Trancó los frenos, dio un brusco giro de 180 grados; y regresó a toda velocidad
a donde vio salir el ladrillo que acababa de desgraciar lo hermoso que lucía su
exótico auto.
Salió del auto de un brinco y agarró por los brazos a un chiquillo, y
empujándolo hacia un auto estacionado; le gritó a toda voz: ¿Qué rayos fue
eso?
¿Quién eres tú? ¿Qué crees que haces con mi auto? Y enfurecido casi botando
humo, continuó gritándole al chiquillo: ¡Es un auto nuevo, y ese ladrillo que
lanzaste va a costarte caro! ¿Por qué hiciste eso?
"Por favor, Señor, por favor. Lo siento mucho! no sé que
hacer", suplicó el chiquillo. "Le lancé el ladrillo
porque nadie se detenía". Lágrimas bajaban por sus mejillas hasta el
suelo, mientras señalaba hacia alrededor del auto estacionado.

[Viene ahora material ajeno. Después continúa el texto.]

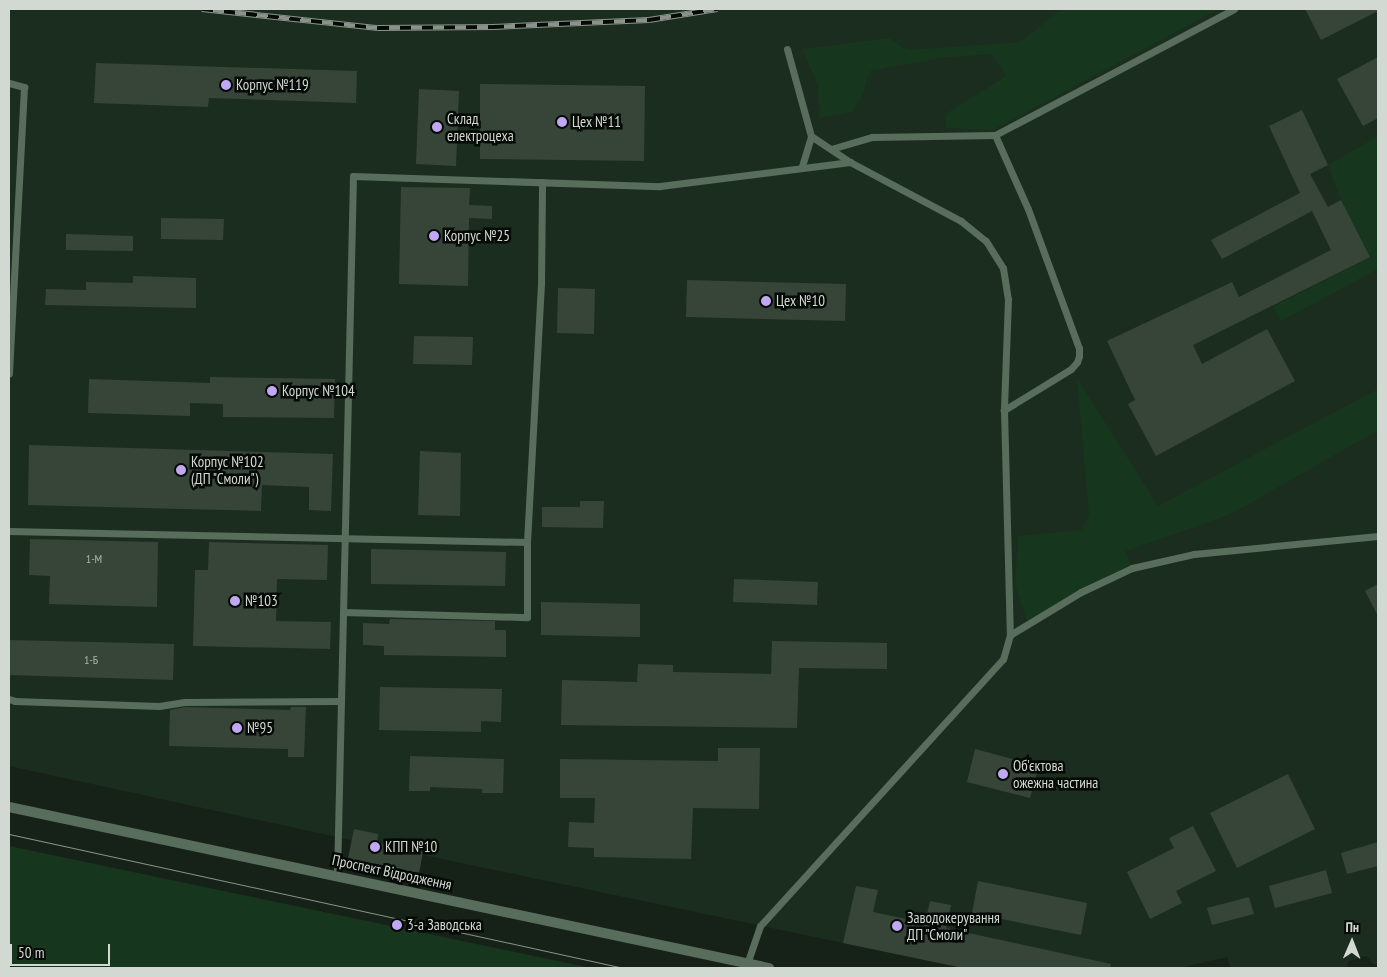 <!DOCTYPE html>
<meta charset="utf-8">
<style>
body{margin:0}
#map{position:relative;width:1387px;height:977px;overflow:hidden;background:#162218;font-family:"PT Sans Narrow",sans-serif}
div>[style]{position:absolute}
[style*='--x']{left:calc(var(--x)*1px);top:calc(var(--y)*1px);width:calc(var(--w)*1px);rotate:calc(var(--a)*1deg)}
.built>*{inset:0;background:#1b2d1f}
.green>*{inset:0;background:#17361e}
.building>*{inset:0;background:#374539}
.service>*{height:7px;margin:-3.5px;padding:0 3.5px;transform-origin:3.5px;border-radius:3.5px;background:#586d5b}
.tertiary>*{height:10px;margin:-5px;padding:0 5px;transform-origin:5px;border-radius:5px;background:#586d5b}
.tram>*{height:1px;margin:-0.5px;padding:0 0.5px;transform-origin:0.5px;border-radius:0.5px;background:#89938a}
.rail>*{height:5.5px;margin-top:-2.75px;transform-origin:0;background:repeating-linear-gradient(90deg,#060a06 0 11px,#89938a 0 22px);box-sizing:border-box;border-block:1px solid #89938a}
.dots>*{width:14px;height:14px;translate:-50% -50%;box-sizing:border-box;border:2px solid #060a06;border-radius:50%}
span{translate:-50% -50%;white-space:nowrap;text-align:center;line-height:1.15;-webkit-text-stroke:5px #060a06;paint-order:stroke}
.number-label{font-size:12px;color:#aab4ac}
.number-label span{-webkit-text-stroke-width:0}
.poi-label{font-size:15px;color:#d1d9d2}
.left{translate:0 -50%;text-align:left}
.street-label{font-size:15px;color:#d1d9d2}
.frame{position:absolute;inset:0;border:10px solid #d1d9d2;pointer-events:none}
.north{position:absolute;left:1327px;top:917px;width:50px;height:50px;-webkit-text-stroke:4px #060a06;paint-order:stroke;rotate:1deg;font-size:14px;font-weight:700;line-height:20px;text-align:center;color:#d1d9d2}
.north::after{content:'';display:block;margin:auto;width:18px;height:22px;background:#d1d9d2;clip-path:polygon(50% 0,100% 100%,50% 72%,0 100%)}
.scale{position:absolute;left:10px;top:944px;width:100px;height:22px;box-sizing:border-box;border:2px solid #d1d9d2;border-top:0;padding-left:6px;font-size:15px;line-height:18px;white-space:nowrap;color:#d1d9d2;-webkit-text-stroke:4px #060a06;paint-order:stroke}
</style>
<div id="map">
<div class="built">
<i style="clip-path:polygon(9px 9px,1378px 9px,1378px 964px,1374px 965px,1367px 956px,1349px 961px,1346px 968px,1231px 968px,1227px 957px,1180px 968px,963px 968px,423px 855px,419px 873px,348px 859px,351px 840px,9px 766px)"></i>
</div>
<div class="green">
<i style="clip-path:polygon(1062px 9px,1218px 9px,993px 130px,945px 128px,946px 114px,1006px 76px,992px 54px,940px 58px,870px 71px,862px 96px,852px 112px,819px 118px,818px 86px,802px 49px,889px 38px,907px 50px,1020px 42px)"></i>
<i style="clip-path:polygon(1378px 136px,1378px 269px,1281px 321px,1272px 307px,1370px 257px,1341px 200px,1328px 165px)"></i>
<i style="clip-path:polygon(1077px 378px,1158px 506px,1378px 389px,1378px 430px,1231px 514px,1126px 551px,1132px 568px,1028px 624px,1015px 585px,1018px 536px,1081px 530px,1089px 515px)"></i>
<i style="clip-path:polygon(9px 846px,591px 968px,20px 968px,9px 966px)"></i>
</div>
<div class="building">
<i style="clip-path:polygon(1305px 9px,1378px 9px,1378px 11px,1321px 40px)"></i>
<i style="clip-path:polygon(1378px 57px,1378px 118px,1363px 126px,1337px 79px)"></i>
<i style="clip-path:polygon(96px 63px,357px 71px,356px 103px,209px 98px,208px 107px,94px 103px)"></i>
<i style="clip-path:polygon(480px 84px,645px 86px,644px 161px,480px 159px)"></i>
<i style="clip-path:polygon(419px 89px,459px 91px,456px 166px,416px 164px)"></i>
<i style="clip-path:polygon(1302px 110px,1328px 165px,1310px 174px,1328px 207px,1341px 200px,1370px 257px,1193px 345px,1202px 364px,1267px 329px,1295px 381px,1156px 456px,1128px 404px,1135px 400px,1107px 341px,1232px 282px,1239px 297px,1331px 250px,1312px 211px,1222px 259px,1211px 240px,1300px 193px,1269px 126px)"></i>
<i style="clip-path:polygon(401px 187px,470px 188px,469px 205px,492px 206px,492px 219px,469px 218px,468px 286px,399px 284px)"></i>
<i style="clip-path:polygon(161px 218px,224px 219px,223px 240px,161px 239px)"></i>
<i style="clip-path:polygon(66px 234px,133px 236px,133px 251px,66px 250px)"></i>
<i style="clip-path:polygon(133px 276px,196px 278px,196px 308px,45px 305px,46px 289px,86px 290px,86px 282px,133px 283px)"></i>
<i style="clip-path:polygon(687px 280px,846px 284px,845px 321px,686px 317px)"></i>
<i style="clip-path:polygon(558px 288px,595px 289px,594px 334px,557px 333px)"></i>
<i style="clip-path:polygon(414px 336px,473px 337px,472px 365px,413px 364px)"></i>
<i style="clip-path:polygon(210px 377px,335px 379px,334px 418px,223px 417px,223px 404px,190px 403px,190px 416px,88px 413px,89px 379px,210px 383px)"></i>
<i style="clip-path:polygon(29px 445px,333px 454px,331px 511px,309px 510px,309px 487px,262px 485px,261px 511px,28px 505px)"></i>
<i style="clip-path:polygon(420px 451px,461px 453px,460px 516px,418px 515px)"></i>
<i style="clip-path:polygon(580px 501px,604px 501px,603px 528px,542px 527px,542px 507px,580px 507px)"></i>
<i style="clip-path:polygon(30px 539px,158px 542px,157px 607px,49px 604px,50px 576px,29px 575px)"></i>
<i style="clip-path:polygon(209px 542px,328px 545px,327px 580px,277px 579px,276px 621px,331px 622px,330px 649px,193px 646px,195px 570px,208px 570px)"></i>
<i style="clip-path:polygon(371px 549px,506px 552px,505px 586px,371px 584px)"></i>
<i style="clip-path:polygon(734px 579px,818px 582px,817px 605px,733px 602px)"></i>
<i style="clip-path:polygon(1378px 584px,1378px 616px,1365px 591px)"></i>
<i style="clip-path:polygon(541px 602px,640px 604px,640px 637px,541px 635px)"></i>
<i style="clip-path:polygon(390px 619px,495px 621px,495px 630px,506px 630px,506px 657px,384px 655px,384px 646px,363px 645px,363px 623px,389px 624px)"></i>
<i style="clip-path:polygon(9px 640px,174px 644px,173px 680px,9px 675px)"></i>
<i style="clip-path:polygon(772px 641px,887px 643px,887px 669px,799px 668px,797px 728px,561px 725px,562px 680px,637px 682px,638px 664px,673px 665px,673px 672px,771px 674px)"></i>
<i style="clip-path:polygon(380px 687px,502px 689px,501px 722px,481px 721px,481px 732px,379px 730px)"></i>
<i style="clip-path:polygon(185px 707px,290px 710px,291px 707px,306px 707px,304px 757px,288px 757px,288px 749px,169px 746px,170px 710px)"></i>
<i style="clip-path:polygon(718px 748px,760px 748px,759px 809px,693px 808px,691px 859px,594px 857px,594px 848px,568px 847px,569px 822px,594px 823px,595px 798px,560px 798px,560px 759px,718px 761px)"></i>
<i style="clip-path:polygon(975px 749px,1039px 766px,1030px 798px,967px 782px)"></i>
<i style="clip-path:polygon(410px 756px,504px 759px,503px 793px,482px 793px,482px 789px,430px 787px,430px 791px,409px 791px)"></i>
<i style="clip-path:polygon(1288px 774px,1315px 829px,1237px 868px,1210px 813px)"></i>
<i style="clip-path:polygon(1193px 826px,1216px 871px,1176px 891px,1182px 903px,1150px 919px,1127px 872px,1174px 848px,1169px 838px)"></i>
<i style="clip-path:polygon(354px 829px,378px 834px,377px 843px,423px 852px,419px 873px,348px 859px)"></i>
<i style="clip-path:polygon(1378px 842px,1378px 866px,1347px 874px,1341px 853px)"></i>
<i style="clip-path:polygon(1326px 870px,1332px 893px,1275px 908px,1269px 886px)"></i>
<i style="clip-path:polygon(978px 881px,1087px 903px,1081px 935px,972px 913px)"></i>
<i style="clip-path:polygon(856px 886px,878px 890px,873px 912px,925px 923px,930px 901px,951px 905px,946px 928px,1111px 964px,1110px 968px,963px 968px,843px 943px)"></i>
<i style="clip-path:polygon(1249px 897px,1254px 914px,1212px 925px,1207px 908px)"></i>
</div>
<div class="service">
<i style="--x:787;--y:49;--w:90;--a:74.6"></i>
<i style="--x:811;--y:136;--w:47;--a:33.7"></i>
<i style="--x:9;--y:83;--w:16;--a:15"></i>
<i style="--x:24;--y:87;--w:287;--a:93"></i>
<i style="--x:995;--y:135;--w:81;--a:66"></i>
<i style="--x:1028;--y:209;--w:148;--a:69.9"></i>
<i style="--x:1079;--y:348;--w:8;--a:90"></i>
<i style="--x:1079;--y:356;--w:6;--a:108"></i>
<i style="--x:1077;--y:362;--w:9;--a:131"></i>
<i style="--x:1071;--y:369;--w:79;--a:148.5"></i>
<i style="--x:831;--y:149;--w:43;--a:-16.3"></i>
<i style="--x:872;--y:137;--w:123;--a:-0.9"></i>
<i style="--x:995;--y:135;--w:270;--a:-27.8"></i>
<i style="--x:802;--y:166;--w:31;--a:-73"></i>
<i style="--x:9;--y:531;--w:518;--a:1.22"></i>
<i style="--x:527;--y:542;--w:258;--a:-86.9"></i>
<i style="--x:541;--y:284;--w:102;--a:-89.4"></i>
<i style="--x:343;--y:612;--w:184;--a:1.6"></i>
<i style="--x:527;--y:617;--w:75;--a:-90"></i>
<i style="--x:1010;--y:635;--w:83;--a:-31.2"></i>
<i style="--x:1081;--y:592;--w:56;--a:-25.2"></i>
<i style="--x:1132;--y:568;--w:64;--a:-12.7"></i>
<i style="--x:1194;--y:554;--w:185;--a:-5.6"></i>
<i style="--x:9;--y:699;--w:6;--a:18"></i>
<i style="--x:15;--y:701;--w:144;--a:2"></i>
<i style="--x:159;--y:706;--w:26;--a:-9"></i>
<i style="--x:185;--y:702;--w:156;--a:-0.4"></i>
<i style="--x:337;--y:876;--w:700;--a:-88.69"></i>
<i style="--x:353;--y:176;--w:307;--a:1.9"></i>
<i style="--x:660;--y:186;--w:192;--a:-7.2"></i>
<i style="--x:850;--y:162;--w:126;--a:28"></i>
<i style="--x:961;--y:221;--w:32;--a:39"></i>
<i style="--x:986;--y:241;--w:32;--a:58"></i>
<i style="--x:1003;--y:268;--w:31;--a:81"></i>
<i style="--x:1008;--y:299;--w:111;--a:92.1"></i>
<i style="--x:1004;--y:410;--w:225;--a:88.5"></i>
<i style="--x:1010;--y:635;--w:25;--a:106"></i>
<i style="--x:1003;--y:659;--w:361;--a:132.3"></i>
<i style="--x:760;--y:926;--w:40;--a:108.9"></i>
</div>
<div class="tertiary">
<i style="--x:9;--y:807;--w:777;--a:11.96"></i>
</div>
<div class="tram">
<i style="--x:9;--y:834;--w:629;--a:12.29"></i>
</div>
<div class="rail">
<i style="--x:202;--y:9;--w:177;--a:6.2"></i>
<i style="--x:378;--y:28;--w:115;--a:-0.5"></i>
<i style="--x:493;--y:27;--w:156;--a:-2.6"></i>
<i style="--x:649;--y:20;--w:69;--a:-9.2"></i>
</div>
<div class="dots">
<i style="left:226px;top:85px;background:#c1a8f3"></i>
<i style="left:562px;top:122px;background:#c1a8f3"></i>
<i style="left:437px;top:127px;background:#c1a8f3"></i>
<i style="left:434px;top:236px;background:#c1a8f3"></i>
<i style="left:766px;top:301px;background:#c1a8f3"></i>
<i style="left:272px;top:391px;background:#c1a8f3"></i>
<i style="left:181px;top:470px;background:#c1a8f3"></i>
<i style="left:235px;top:601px;background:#c1a8f3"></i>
<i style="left:237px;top:728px;background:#c1a8f3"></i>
<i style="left:1003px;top:774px;background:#c1a8f3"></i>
<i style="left:375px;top:847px;background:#c1a8f3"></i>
<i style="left:397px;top:925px;background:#c1a8f3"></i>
<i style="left:897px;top:926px;background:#c1a8f3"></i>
</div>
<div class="number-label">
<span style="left:94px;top:559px">1-М</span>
<span style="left:91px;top:660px">1-Б</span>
</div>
<div class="poi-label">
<span class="left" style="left:236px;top:85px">Корпус №119</span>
<span class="left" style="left:447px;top:127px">Склад<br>електроцеха</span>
<span class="left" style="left:572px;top:122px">Цех №11</span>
<span class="left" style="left:444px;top:236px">Корпус №25</span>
<span class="left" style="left:776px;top:301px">Цех №10</span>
<span class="left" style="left:282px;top:391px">Корпус №104</span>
<span class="left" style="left:191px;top:470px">Корпус №102<br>(ДП "Смоли")</span>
<span class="left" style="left:245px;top:601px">№103</span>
<span class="left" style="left:247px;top:728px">№95</span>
<span class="left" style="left:1013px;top:774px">Об'єктова<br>ожежна частина</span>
<span class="left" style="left:385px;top:847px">КПП №10</span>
<span class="left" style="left:907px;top:926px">Заводокерування<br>ДП "Смоли"</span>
<span class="left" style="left:407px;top:925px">3-а Заводська</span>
</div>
<div class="street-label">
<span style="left:392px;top:872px;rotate:12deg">Проспект Відродження</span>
</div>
<div class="frame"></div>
<div class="north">Пн</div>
<div class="scale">50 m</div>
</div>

"Es mi hermano", le dijo. "Se descarriló su sillón de ruedas y se cayó al suelo
y no puedo levantarlo". Sollozando, el chiquillo le preguntó al ejecutivo:
"Puede usted, por favor; ayudarme a sentarlo en su silla? Está golpeado, y pesa
mucho para mí solito". Soy pequeño.
Visiblemente impactado por las palabras del chiquillo, el ejecutivo tragó grueso
el taco que se le formó en su garganta.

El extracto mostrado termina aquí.